Paid vs Organic Digital Marketing

Increasing brand awareness, perception, web traffic and sales. Pretty essential stuff. But which digital marketing route will you be taking to make it happen: organic or paid? Well, before we come to any decisions, let’s take a closer look at what our two options even mean.

Organic Advertising Digital Marketing

Essentially, anything that isn’t paid for can be considered organic. If you have a strong grasp of the needs and concerns of your buyer personas, it’s time to get creative and utilise social media to raise your brand awareness amongst your likely target audience.

All clicks generated from the likes of Google without paying for them can be considered organic search traffic. Likely? Well, making sure your site works well on all devices, has all the relevant content and lots of quality inbound links from other trusted websites will go a very long way to ensuring this is the case.

Paid Advertising

As the name suggests, this is when your content appears as a result of paying a publisher such as Facebook, Google etc. Having specified your desired associated search terms and pay-per-click amount, your posts are ready to go, soon to be sitting alongside and looking deliberately like organic results.

Certain ads appear on your social media channels due to the advertiser considering you their target audience, whether that be due to your age, occupation etc.

Organic Pros and Cons

Let’s now take a closer look at our two available routes, by weighing up the pros and cons of each in order to help us make a decision.

Sometimes being as simple as setting up and using a Twitter account, organic marketing is available to all companies no matter their size. However, though you’d think most of the world’s marketing budgets could afford this, what is far more costly is the time required to make it worthwhile. Time on social media, writing blogs, SEO and email marketing unfortunately do all add up. And that’s not even taking into account time spent analysing data from Google analytics, Google search console, your social media scheduling tool, email marketing platform… do we need to go on?

Paid Pros and Cons

With paid advertising comes great control. Whether it be the actual message published, the people who see it, or the time at which they do, paid advertising is far more targeted than its seemingly inferior alternative. Another tick in the pro box for paid advertising concerns its instant results. Once the payment has gone through, paid results sit at the top of users’ search feed.

As you have no doubt guessed though, this doesn’t come cheap and marketing budgets of smaller businesses of course create natural barriers. Perhaps even worse are those companies with the necessary marketing financial stretch, but without the required knowledge of the likes of Google Adwords or Facebook Ads to utilise them properly.

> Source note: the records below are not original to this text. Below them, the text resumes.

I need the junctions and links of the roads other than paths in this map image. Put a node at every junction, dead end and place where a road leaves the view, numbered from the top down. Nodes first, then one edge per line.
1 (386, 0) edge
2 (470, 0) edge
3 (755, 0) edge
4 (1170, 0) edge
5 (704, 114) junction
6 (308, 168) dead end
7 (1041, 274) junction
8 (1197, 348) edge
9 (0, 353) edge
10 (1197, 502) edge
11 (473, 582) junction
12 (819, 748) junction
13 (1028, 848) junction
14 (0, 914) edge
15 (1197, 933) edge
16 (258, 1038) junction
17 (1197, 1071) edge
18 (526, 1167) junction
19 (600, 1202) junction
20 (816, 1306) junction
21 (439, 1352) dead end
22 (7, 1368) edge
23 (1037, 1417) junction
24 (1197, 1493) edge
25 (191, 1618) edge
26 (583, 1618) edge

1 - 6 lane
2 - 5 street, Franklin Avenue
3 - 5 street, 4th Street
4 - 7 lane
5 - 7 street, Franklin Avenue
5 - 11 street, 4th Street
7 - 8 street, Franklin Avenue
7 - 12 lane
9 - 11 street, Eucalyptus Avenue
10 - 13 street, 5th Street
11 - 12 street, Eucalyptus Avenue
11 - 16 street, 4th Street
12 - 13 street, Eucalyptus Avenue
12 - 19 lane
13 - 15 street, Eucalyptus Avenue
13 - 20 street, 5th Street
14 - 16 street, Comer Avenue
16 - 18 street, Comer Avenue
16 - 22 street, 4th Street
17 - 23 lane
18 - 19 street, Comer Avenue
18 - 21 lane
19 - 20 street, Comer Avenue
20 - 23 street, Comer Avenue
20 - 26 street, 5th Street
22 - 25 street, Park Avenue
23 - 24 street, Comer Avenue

So, if you’ve got a bit of cash to spare, how about a combination of the two? Start organic and then start running the two side-by-side?

Let’s now take a look at when might be considered a good time to use each.

When is Good Organic Timing?

It’s never a bad time to go organic! Of course, for businesses in the real starter stages, waiting up to a year for real leads to open up from social media or organic rankings is pretty unappealing to say the least. However, enough time and persistency can certainly help to snowball things down the line.

When is a Good Time to Pay?

If you have products you want to get rid of quickly, such as during sales periods, then the likes of Google Ads could be a great option. Similarly, new product and brand launches can benefit hugely through paid advertising. Social media ads bring with them brand exposure, which can run concurrently with the Google ads homing in on the people searching the problems you can solve.

Just one thing first though. Although it sounds almost too obvious to say, do make sure your website is live and functioning as it should. You may be surprised at how many companies dip into their marketing budget to sit proudly atop Google’s search lists, with users just a click away from a website that doesn’t convert. As such, test first. And then test again!

Decision Time

Well, when it comes down to it, neither is essentially better or worse than the other. In fact, an effective marketing strategy is created when the two work in tandem. Dipping into the marketing budget can certainly boost your traffic and brand awareness in quick-fire time, but there’s no reason why you can’t then run a more cost-effective organic search marketing campaign in the background.

Ultimately, it’s your business and it’s up to you to weigh up what suits your specific situation best, so as always from the Byter Team, good luck!